I entered the University of Tehran as an undergraduate physics student after ranking amongst the top 1% on the Concours (the national university entrance exam). There, I had the chance to take several upper-level courses in physics and mathematics, such as Mathematical Physics I, II, III, Group Theory, Advanced Quantum Mechanics, Quantum Field Theory, Particle Physics, and Solid State Physics in addition to several graduate level courses that I audited at the Sharif University of Technology and Institute for Research in Basic Sciences (IPM). Despite my rigorous course selection, throughout my undergraduate studies, I was able to maintain a GPA that was amongst the top 5% each semester (“Excellent in Term”), leading to my status as an “Outstanding Student”. Finally, I graduated the University of Tehran, being ranked first amongst my class.
As a junior student, I began to work with Dr. MirFaez Miri as an Undergraduate Research Assistant. I Conducted a literature review on revised rate equation for chemical reactions in non-dilute environments, such as the core of a cell. The problem with any truncated virial expansion for dense fluids is that it rapidly fails to account for the fluid properties as the density increases. Any attempt to use expansions in a small parameter such as the density is bound to failure, simply because in dense fluids there is no such small parameter. This is in contrast with the theory of solids, where one can use expansions in the particle displacements about the lattice sites, which gives a well defined and accurate model: the harmonic solid. There is no equivalent reference model in the theory of liquids (dense fluids). Therefore, a radically different method is used, and this method is based on probabilistic arguments, mathematically expressed in terms of distribution and correlation functions. I learned much about correlation functions and their mathematical properties through this project.
During my final year at the University of Tehran, I began working on a research project regarding the emergence of the arrow of time with Dr. Mahdiyar Noorbala. The core idea of this project was that the thermodynamic arrow of time (i.e., the direction of the increase in entropy) emerges as a result of course graining. I contributed to this work by reviewing the preferred basis problem in quantum mechanics and the solution suggested by the quantum decoherence.
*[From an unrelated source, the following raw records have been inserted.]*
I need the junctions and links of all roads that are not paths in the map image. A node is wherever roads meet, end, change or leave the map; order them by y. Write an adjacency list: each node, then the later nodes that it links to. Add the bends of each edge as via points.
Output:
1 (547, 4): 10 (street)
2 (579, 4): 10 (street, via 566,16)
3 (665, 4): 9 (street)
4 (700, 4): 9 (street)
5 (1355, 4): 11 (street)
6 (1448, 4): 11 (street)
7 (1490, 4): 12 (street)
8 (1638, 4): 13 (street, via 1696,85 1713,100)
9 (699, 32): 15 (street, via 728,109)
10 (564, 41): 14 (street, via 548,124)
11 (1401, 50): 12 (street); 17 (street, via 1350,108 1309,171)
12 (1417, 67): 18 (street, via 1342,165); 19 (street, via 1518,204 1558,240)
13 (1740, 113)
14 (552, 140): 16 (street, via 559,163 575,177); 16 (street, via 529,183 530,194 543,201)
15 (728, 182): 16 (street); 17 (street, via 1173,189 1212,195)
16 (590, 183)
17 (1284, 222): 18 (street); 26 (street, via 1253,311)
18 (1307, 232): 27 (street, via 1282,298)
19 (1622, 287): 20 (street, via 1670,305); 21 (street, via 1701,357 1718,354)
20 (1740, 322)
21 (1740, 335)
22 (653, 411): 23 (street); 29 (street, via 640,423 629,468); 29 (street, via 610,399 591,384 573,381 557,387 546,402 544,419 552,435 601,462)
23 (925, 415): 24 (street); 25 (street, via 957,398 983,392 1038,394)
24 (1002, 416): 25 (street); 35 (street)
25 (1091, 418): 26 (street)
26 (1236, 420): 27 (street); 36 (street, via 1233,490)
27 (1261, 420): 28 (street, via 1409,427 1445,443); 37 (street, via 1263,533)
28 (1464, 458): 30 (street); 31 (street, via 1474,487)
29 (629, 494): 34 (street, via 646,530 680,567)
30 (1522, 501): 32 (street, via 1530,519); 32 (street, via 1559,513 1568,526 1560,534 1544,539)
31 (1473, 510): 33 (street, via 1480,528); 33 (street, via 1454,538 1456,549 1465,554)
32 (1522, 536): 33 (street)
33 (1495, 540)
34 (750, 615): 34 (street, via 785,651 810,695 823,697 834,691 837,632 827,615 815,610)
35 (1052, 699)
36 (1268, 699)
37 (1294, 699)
I argued that the Schmidt decomposition of a multipartite system, if it exists, is always unique, resulting in the superselection of eigenstates of the system-environment interaction hamiltonian. My thesis, partially based on this literature was further expanded to a comprehensive review of quantum decoherence, envariance and quantum darwinism. Following this work, my advisor later published on how a specific choice of the interaction hamiltonian (hence, a choice of preferred basis) could result in the decrease of the entropy (thus, a reverse arrow of time).
In addition to course work and research, I also served as a chief member of the scientific society of physics students, coordinating multiple different scientific activities for the student body of the University of Tehran and the general public. I was involved with annual events such as the open days at the department of physics (supported by the Physics Society of Iran, Institute for research in basic sciences (IPM) and University of Tehran), International Science Day, and monthly scientific trips to observation sites. I also organized the annual Physics Day (PhyDay) conference held by the scientific society of physics students.
After graduating from the University of Tehran in July 2014, I commenced my post-graduate studies as a Ph.D. student at Stony Brook University in the United States. During my first year at Physics and Astronomy Department of Stony Brook University, ranked 13 by the National Research Council in 2010, I committed my time to core courses and independent reading of theoretical physics and mathematics. During this time, I also continued working on an independent research project, stemming from an earlier problem I had developed during my undergraduate studies. Further, being at Stony Brook University was opportune for interacting with multiple scholars at the Yang Institute for Theoretical Physics and the Simons Center for Geometry and Physics (SCGP), where I increasingly learned about new research in different fields, and started to work on tensor networks and models of quantum gravity based on condensed matter systems.